Vasquez considers her design style to be boho meets mid-century, and you can see that through the way she mixes cozy, warm textures, clean lines, and neutral furnishings throughout her home. Luckily, styling and decorating came easy for Vasquez because she already knew what her vibe was. “If I could live in an Anthropologie store, I would,” she says. “Unfortunately, that’s not possible, but browsing for inspiration is free, and FB Marketplace is an amazing place to find secondhand gems!”

The biggest challenge of living in less than 500 square feet? For Vasquez, that’d have to be figuring out how to make a small space feel spacious. “Since we only had one wall to separate the bedroom and living room, we purposefully created different ‘spaces’ within the living room,” Vasquez says. “And our favorite element of the apartment is the dark green wall.” In fact, instead of painting every wall in that gorgeous shade of green (or the peppy pink that’s also in the mix), Vasquez left the smaller walls beside her fireplace white to create a backdrop that visually defines both her kitchen and her dining room area from the “living room.”

Credit: Jason Rampe

Now, when someone walks into Vasquez’s space, you can clearly tell where one “room” ends and another begins, thanks to the clever placement of different colors of paint (and the white in particular). “This helped us mentally separate our dining, piano, office, and TV areas,” she says, and I agree.
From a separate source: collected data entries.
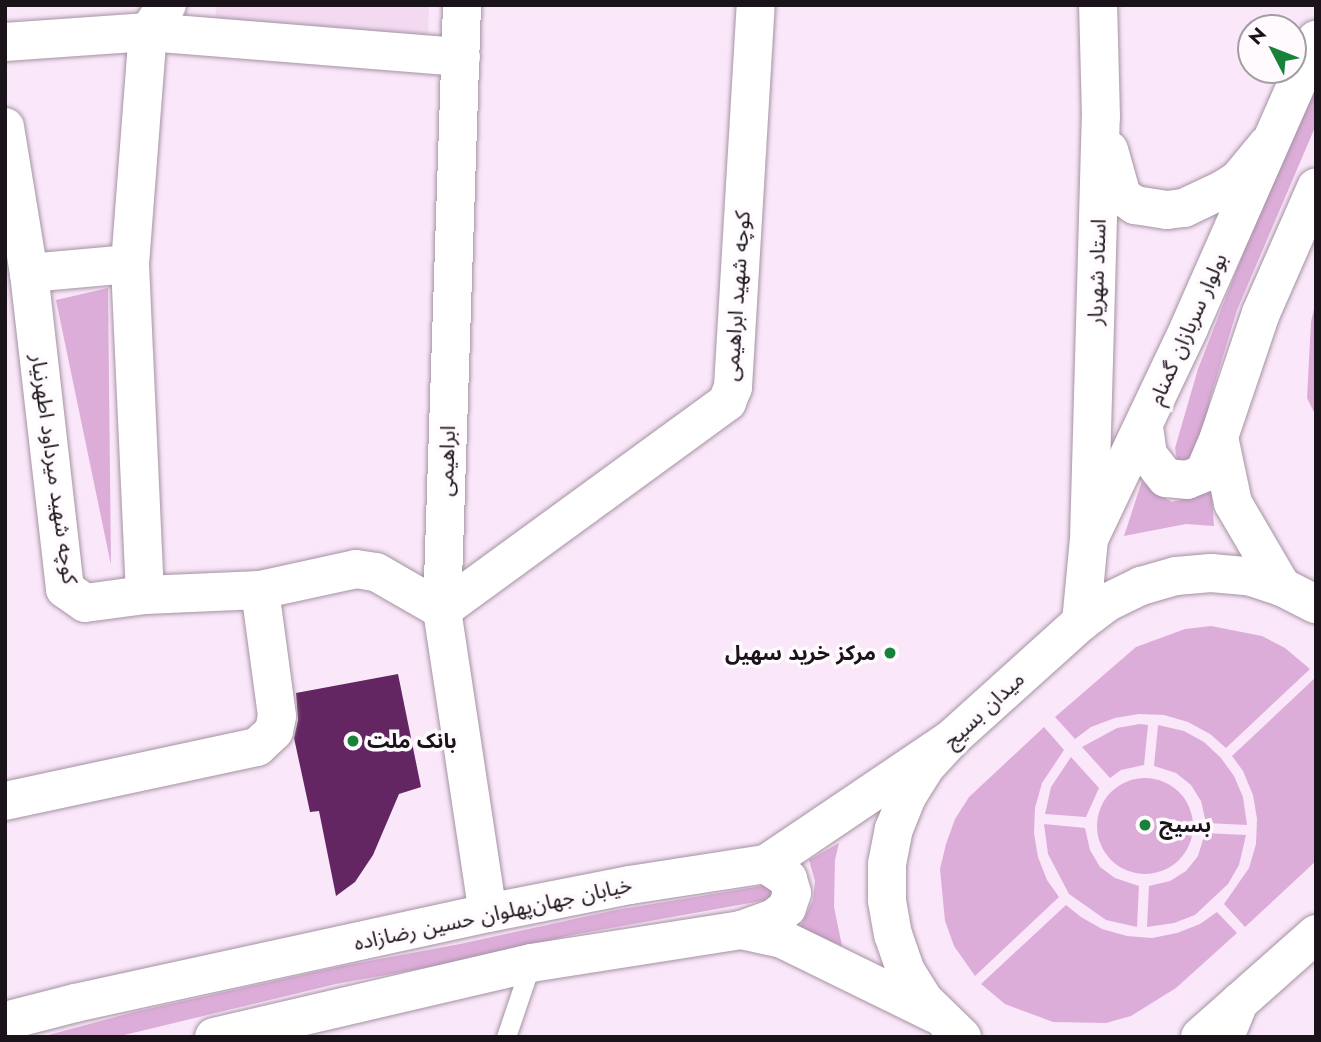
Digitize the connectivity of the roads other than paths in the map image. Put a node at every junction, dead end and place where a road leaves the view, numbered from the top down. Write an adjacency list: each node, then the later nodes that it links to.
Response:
1 (462, 5): 7 (street, ابراهیمی)
2 (756, 5): 21 (street, کوچه شهید ابراهیمی)
3 (1098, 5): 8 (street, استاد شهریار)
4 (158, 19): 6 (street); 7 (street); 12 (street)
5 (1316, 40): 10 (street, بولوار سربازان گمنام)
6 (5, 42)
7 (461, 57): 21 (street, ابراهیمی)
8 (1101, 117): 10 (street); 16 (street, استاد شهریار)
9 (5, 127): 13 (street, کوچه شهید میرداود اطهرنیار)
10 (1272, 139): 14 (street, بولوار سربازان گمنام)
11 (1316, 188): 15 (street)
12 (130, 264): 13 (street); 19 (street)
13 (29, 273): 19 (street, کوچه شهید میرداود اطهرنیار)
14 (1144, 427): 15 (street); 16 (street, بولوار سربازان گمنام)
15 (1219, 437): 17 (street)
16 (1089, 539): 22 (street, بولوار سربازان گمنام)
17 (1282, 587): 20 (street, میدان بسیج); 22 (street, میدان بسیج)
18 (260, 590): 19 (street, کوچه شهید میرداود اطهرنیار); 21 (street, کوچه شهید میرداود اطهرنیار); 24 (street)
19 (145, 594)
20 (1316, 604)
21 (442, 610): 26 (street, ابراهیمی)
22 (1081, 622): 23 (street, میدان بسیج)
23 (950, 740): 25 (street, خیابان جهان‌پهلوان حسین رضا‌زاده); 32 (street, میدان بسیج)
24 (5, 801)
25 (766, 864): 26 (street, خیابان جهان‌پهلوان حسین رضا‌زاده); 27 (street)
26 (488, 912): 31 (street, خیابان جهان‌پهلوان حسین رضا‌زاده)
27 (741, 930): 29 (street); 32 (street)
28 (1316, 934): 30 (street)
29 (531, 963): 33 (street); 34 (lane)
30 (1232, 1020): 35 (street)
31 (5, 1021)
32 (950, 1026)
33 (214, 1037)
34 (506, 1037)
35 (1200, 1037)

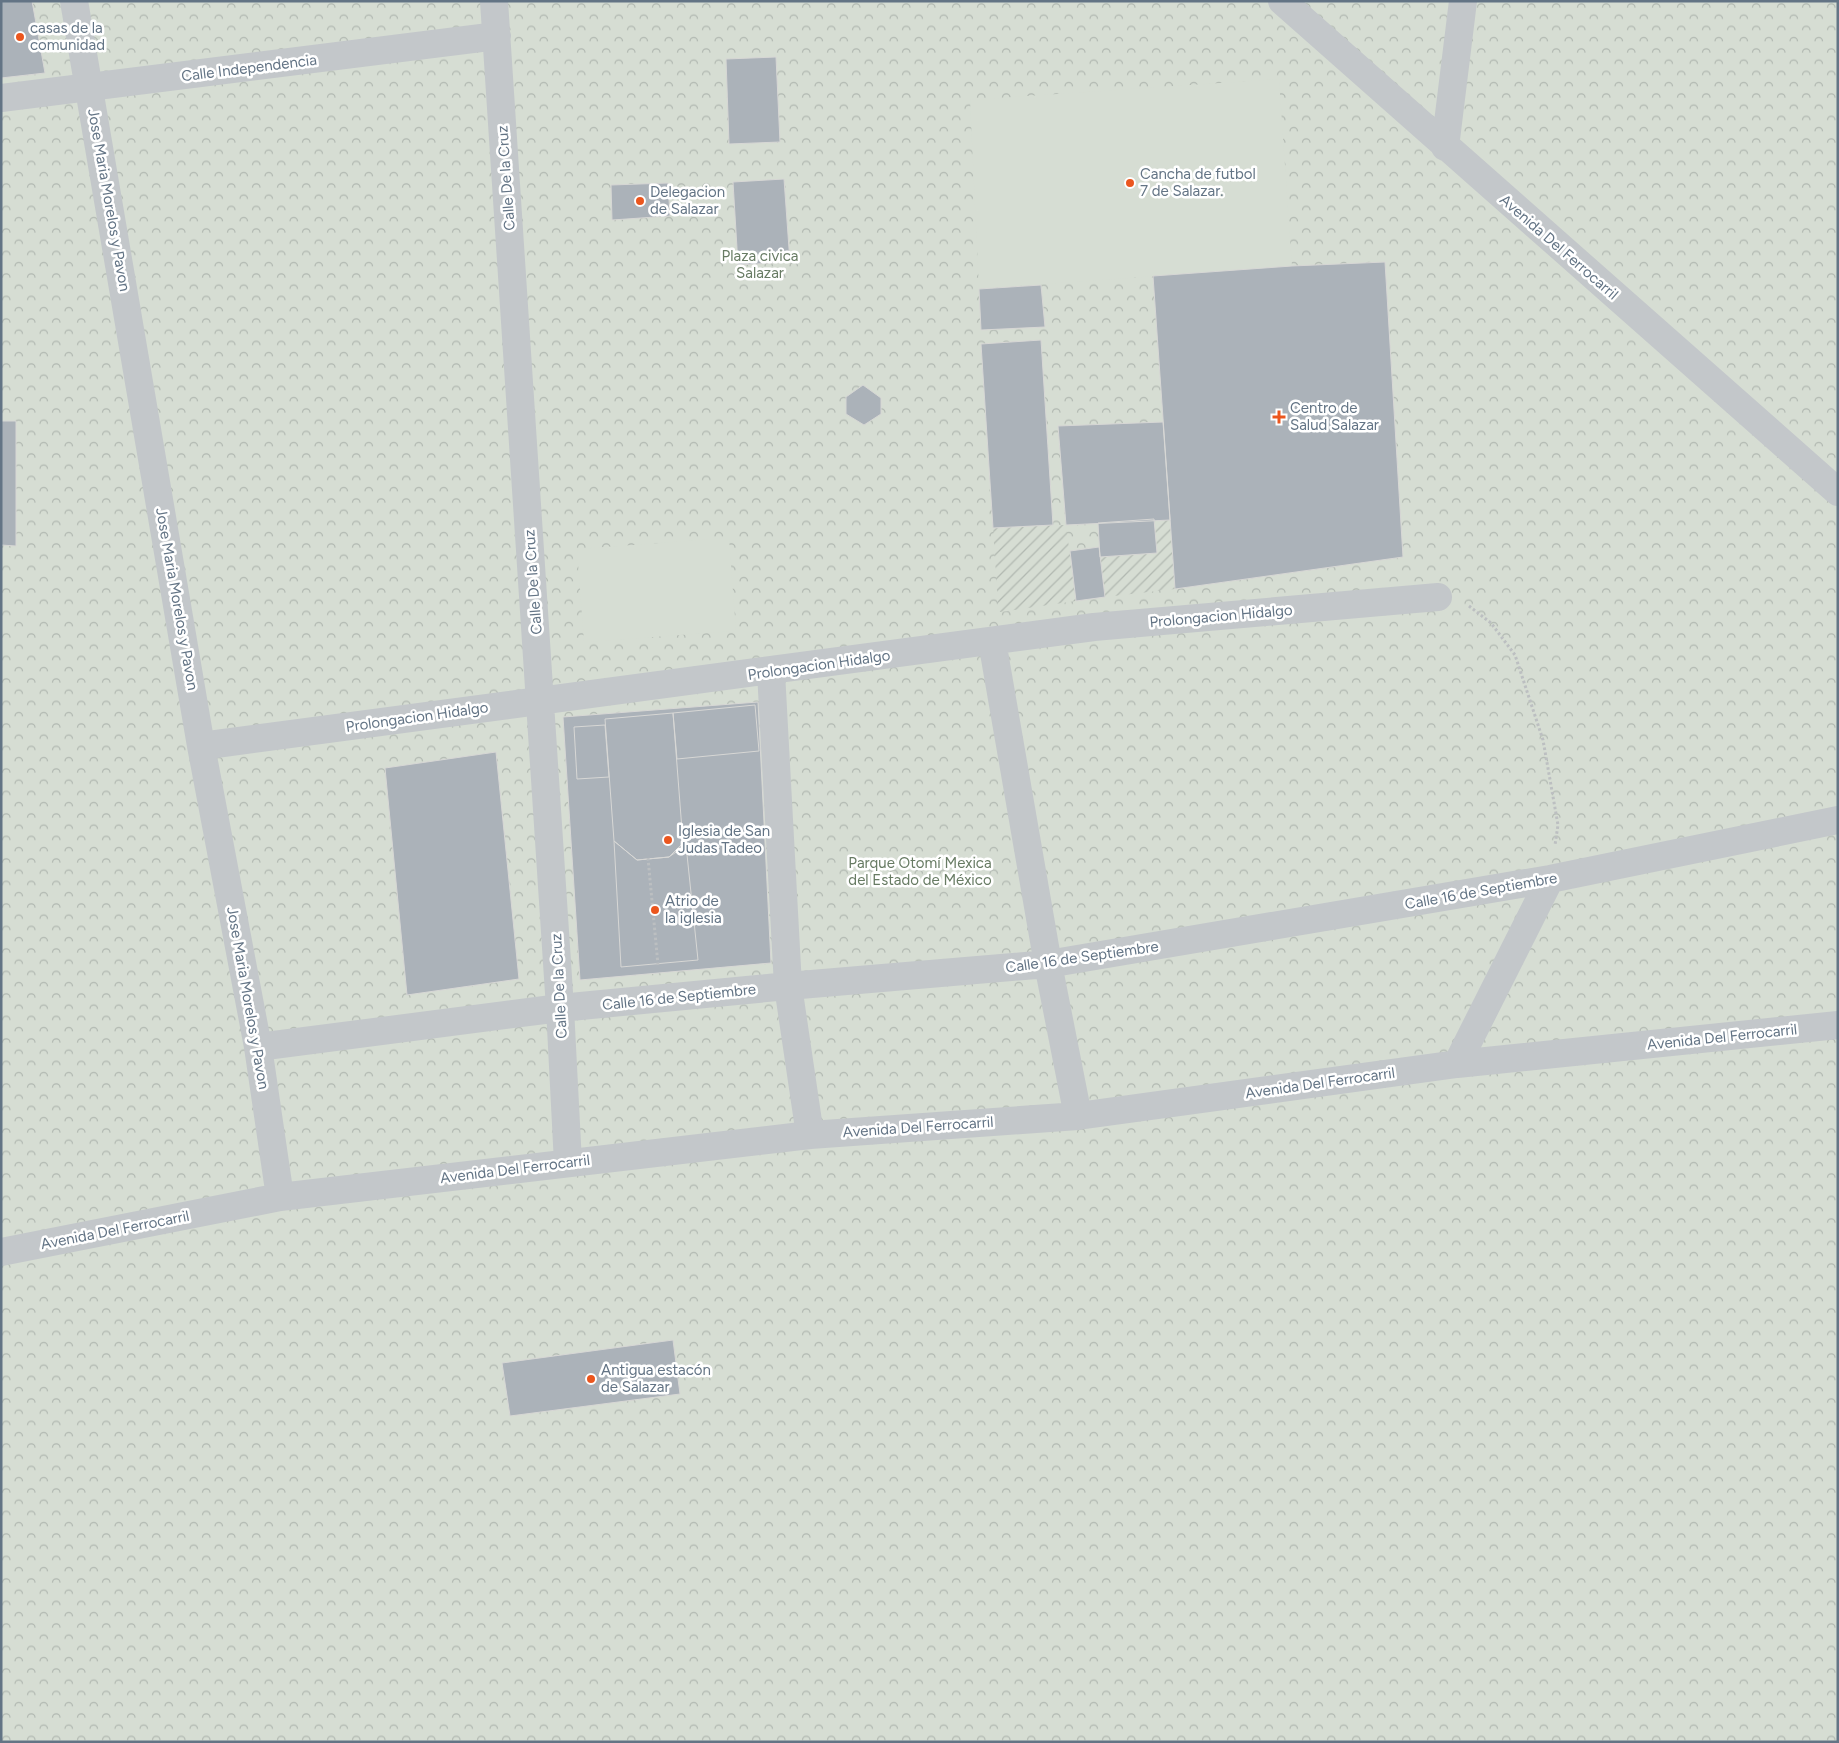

Let’s bring back some accents walls; in the right context, they’re totally genius.

So if you’re working with just a little bit of square footage and don’t want to lose floor space to room dividers and floating furniture for privacy and partitioning, you don’t have to! Follow your architecture to implement this paint trick, which is not only simple but could actually save you time and money, especially if your place already has white walls.